Assuming I have the following rule:

identifier %= 
        lexeme[
            char_("a-zA-Z")
            >> -(*char_("a-zA-Z_0-9")
            >> char_("a-zA-Z0-9"))
        ]
        ;

qi::rule<Iterator, std::string(), Skipper> identifier;

and the following input:

// identifier
This_is_a_valid123_Identifier

As the traces show the identifier is parsed properly and the attributes are set but the skipper starts one char after the first character of the string again:

<identifier>
  <try>This_is_a_valid123_I</try>
  <skip>
    <try>This_is_a_valid123_I</try>
    <emptylines>
      <try>This_is_a_valid123_I</try>
      <fail/>
    </emptylines>
    <comment>
      <try>This_is_a_valid123_I</try>
      <fail/>
    </comment>
    <fail/>
  </skip>
  <success>his_is_a_valid123_Id</success>
  <attributes>[[T, h, i, s, _, i, s, _, a, _, v, a, l, i, d, 1, 2, 3, _, I, d, e, n, t, i, f, i, e, r]]</attributes>
</identifier>
<skip>
  <try>his_is_a_valid123_Id</try>
  <emptylines>
    <try>his_is_a_valid123_Id</try>
    <fail/>
  </emptylines>
  <comment>
    <try>his_is_a_valid123_Id</try>
    <fail/>
  </comment>
  <fail/>
</skip>

I've already tried to use as_string in the lexeme expression which did not help.

Baradé
  • 1,290
  • 1
  • 15
  • 35

1 Answers1

4

I don't see why you complicate the expression. Can you try

identifier %= 
                char_("a-zA-Z")
            >> *char_("a-zA-Z_0-9")
        ;

qi::rule<Iterator, std::string()> identifier;

This is about the most standard expression you can get. Even if you don't want to allow identifiers ending in _ I'm quite sure you don't want such a trailing _ to be parsed as 'the next token'. In such a case, I'd just add validation after the parse.

Update To the comment:

Here is the analysis:

  • First off: -(*x) is a red flag. It is never a useful pattern as *x already matches an empty sequence, you can't make it "more optional"

    (in fact, if *x was made to allow partial backtracking as in regular expression, you'd likely have seen exponential performance or even infite runtime; "luckily", *x is always greedy in Spirit Qi).

This indeed facilitates your bug. Let's look at your parser expression in the OP as lines 1, 2, 3.
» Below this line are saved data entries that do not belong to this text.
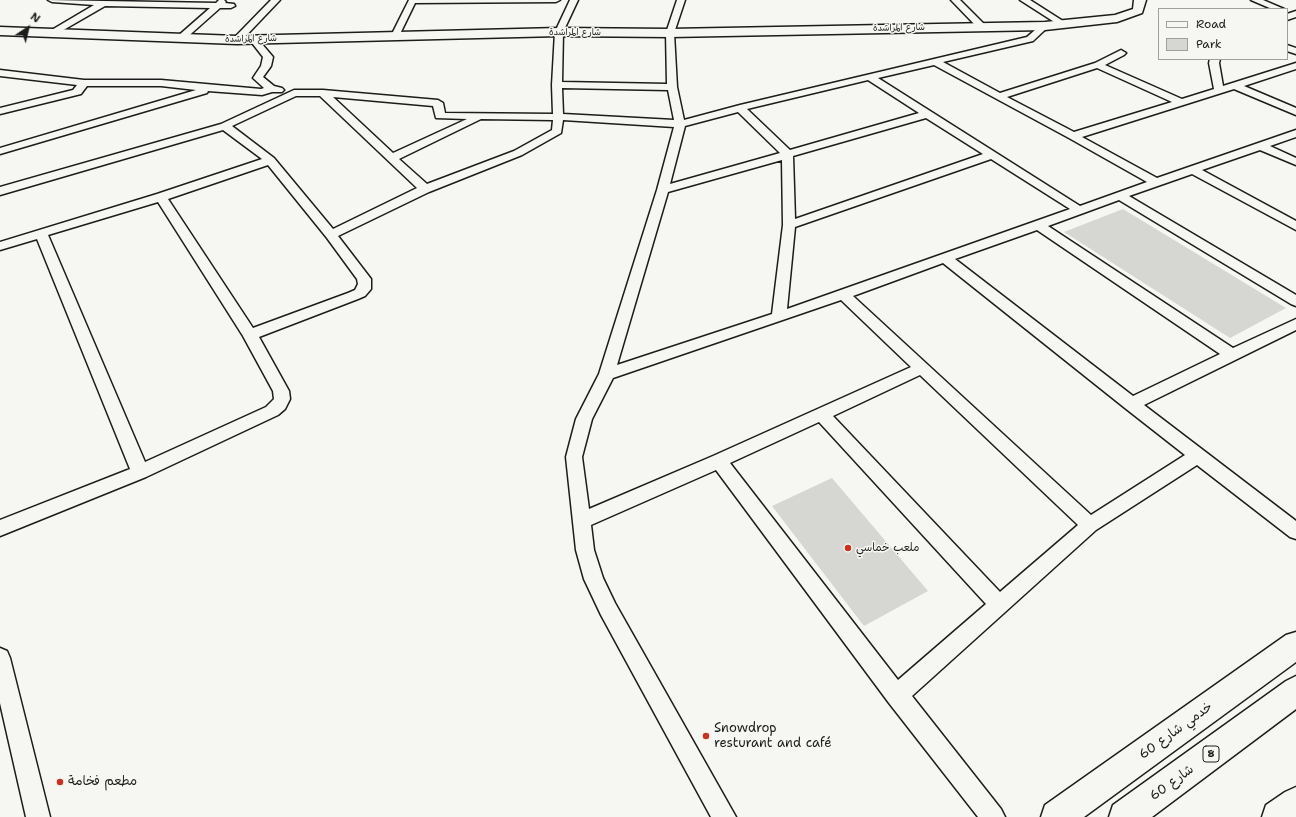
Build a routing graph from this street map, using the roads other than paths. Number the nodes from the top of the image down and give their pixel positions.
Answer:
1 (52, 0) edge
2 (276, 0) edge
3 (556, 0) edge
4 (574, 0) edge
5 (681, 0) edge
6 (955, 0) edge
7 (1024, 0) edge
8 (1139, 0) edge
9 (1255, 0) edge
10 (413, 1) edge
11 (106, 2) edge
12 (224, 4) edge
13 (1277, 8) edge
14 (1062, 23) junction
15 (981, 26) junction
16 (1045, 26) junction
17 (0, 31) edge
18 (559, 32) junction
19 (53, 33) junction
20 (670, 33) junction
21 (395, 36) junction
22 (181, 38) junction
23 (253, 39) junction
24 (237, 40) junction
25 (1121, 54) dead end
26 (1215, 60) edge
27 (936, 63) junction
28 (1098, 65) junction
29 (1296, 66) edge
30 (0, 73) edge
31 (13, 74) junction
32 (0, 78) edge
33 (871, 78) junction
34 (84, 84) junction
35 (557, 85) junction
36 (1234, 85) junction
37 (672, 87) junction
38 (213, 89) junction
39 (270, 89) junction
40 (1219, 90) junction
41 (294, 93) junction
42 (324, 93) junction
43 (999, 96) junction
44 (1181, 102) junction
45 (740, 108) junction
46 (0, 112) edge
47 (1296, 112) edge
48 (928, 114) junction
49 (481, 117) junction
50 (558, 117) junction
51 (680, 124) junction
52 (225, 126) junction
53 (1296, 133) edge
54 (1073, 136) junction
55 (1261, 146) junction
56 (0, 151) edge
57 (787, 153) junction
58 (992, 155) junction
59 (392, 158) junction
60 (270, 160) junction
61 (1296, 162) edge
62 (1193, 170) junction
63 (1157, 183) junction
64 (425, 189) junction
65 (662, 190) junction
66 (0, 191) edge
67 (1120, 196) junction
68 (162, 197) junction
69 (1079, 210) junction
70 (789, 225) junction
71 (1038, 225) junction
72 (1296, 226) edge
73 (42, 235) junction
74 (331, 235) junction
75 (0, 246) edge
76 (945, 258) junction
77 (843, 294) junction
78 (1296, 301) edge
79 (779, 317) junction
80 (1296, 324) edge
81 (250, 335) junction
82 (1232, 355) junction
83 (922, 368) junction
84 (607, 374) junction
85 (1131, 404) junction
86 (821, 414) junction
87 (1198, 456) junction
88 (719, 461) junction
89 (140, 472) junction
90 (581, 521) junction
91 (1090, 525) junction
92 (0, 528) edge
93 (1296, 531) edge
94 (1000, 605) junction
95 (1296, 645) edge
96 (0, 658) edge
97 (1296, 692) edge
98 (897, 695) junction
99 (1296, 803) edge
100 (38, 817) edge
101 (724, 817) edge
102 (993, 817) edge
103 (1057, 817) edge
104 (1125, 817) edge
105 (1278, 817) edge

1 - 11 street
2 - 24 street
3 - 10 street
4 - 18 street
5 - 20 street
6 - 15 street
7 - 14 street
8 - 14 main road, شارع المراشدة
9 - 13 street
10 - 21 street
11 - 12 street
11 - 19 street
12 - 22 street
14 - 16 main road, شارع المراشدة
15 - 16 main road, شارع المراشدة
15 - 20 main road, شارع المراشدة
16 - 27 street
17 - 19 main road, شارع المراشدة
18 - 20 main road, شارع المراشدة
18 - 21 main road, شارع المراشدة
18 - 35 street
19 - 22 main road, شارع المراشدة
20 - 37 street
21 - 23 main road, شارع المراشدة
22 - 24 main road, شارع المراشدة
23 - 24 main road, شارع المراشدة
23 - 39 street
25 - 28 street
26 - 40 street
27 - 33 street
27 - 43 street
28 - 43 street
28 - 44 street
29 - 36 street
30 - 31 street
31 - 32 street
31 - 34 street
33 - 45 street
33 - 48 street
34 - 38 street
34 - 46 street
35 - 37 street
35 - 50 street
36 - 40 street
36 - 47 street
37 - 51 street
38 - 39 street
38 - 56 street
39 - 41 street
40 - 44 street
41 - 42 street
41 - 52 street
42 - 49 street
42 - 59 street
43 - 54 street
44 - 54 street
45 - 51 street
45 - 57 street
48 - 57 street
48 - 58 street
49 - 50 street
49 - 59 street
50 - 51 street
50 - 64 street
51 - 65 street
52 - 60 street
52 - 66 street
53 - 55 street
54 - 63 street
55 - 61 street
55 - 62 street
57 - 65 street
57 - 70 street
58 - 69 street
58 - 70 street
59 - 64 street
60 - 68 street
60 - 74 street
62 - 63 street
62 - 72 street
63 - 67 street
64 - 74 street
65 - 84 street
67 - 69 street
67 - 78 street
68 - 73 street
68 - 81 street
69 - 71 street
70 - 79 street
71 - 76 street
71 - 82 street
73 - 75 street
73 - 89 street
74 - 81 street
76 - 77 street
76 - 85 street
77 - 79 street
77 - 83 street
79 - 84 street
80 - 82 street
81 - 89 street
82 - 85 street
83 - 86 street
83 - 91 street
84 - 90 street
85 - 87 street
86 - 88 street
86 - 94 street
87 - 91 street
87 - 93 street
88 - 90 street
88 - 98 street
89 - 92 street
90 - 101 street
91 - 94 street
94 - 98 street
95 - 103 main road, خدمي شارع 60
96 - 100 street
97 - 104 main road, شارع 60 / 8
98 - 102 street
99 - 105 main road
  • First, Line 1 matches T.
  • The second line initially greedily matches his_is_a_valid123_Identifier.
  • But that cannot satisfy the third line, so the -(...) kicks in and everything after line 1 is backtracked.
  • However: Qi

    • does backtrack the cursor (current input iterator) but
    • does not by default rollback changes to container attributes.

    Yes. You guessed it. std::string is a container attribute.

So what you end up is a succeeded match with length 1 and residu of a failed optional sequence in the attribute.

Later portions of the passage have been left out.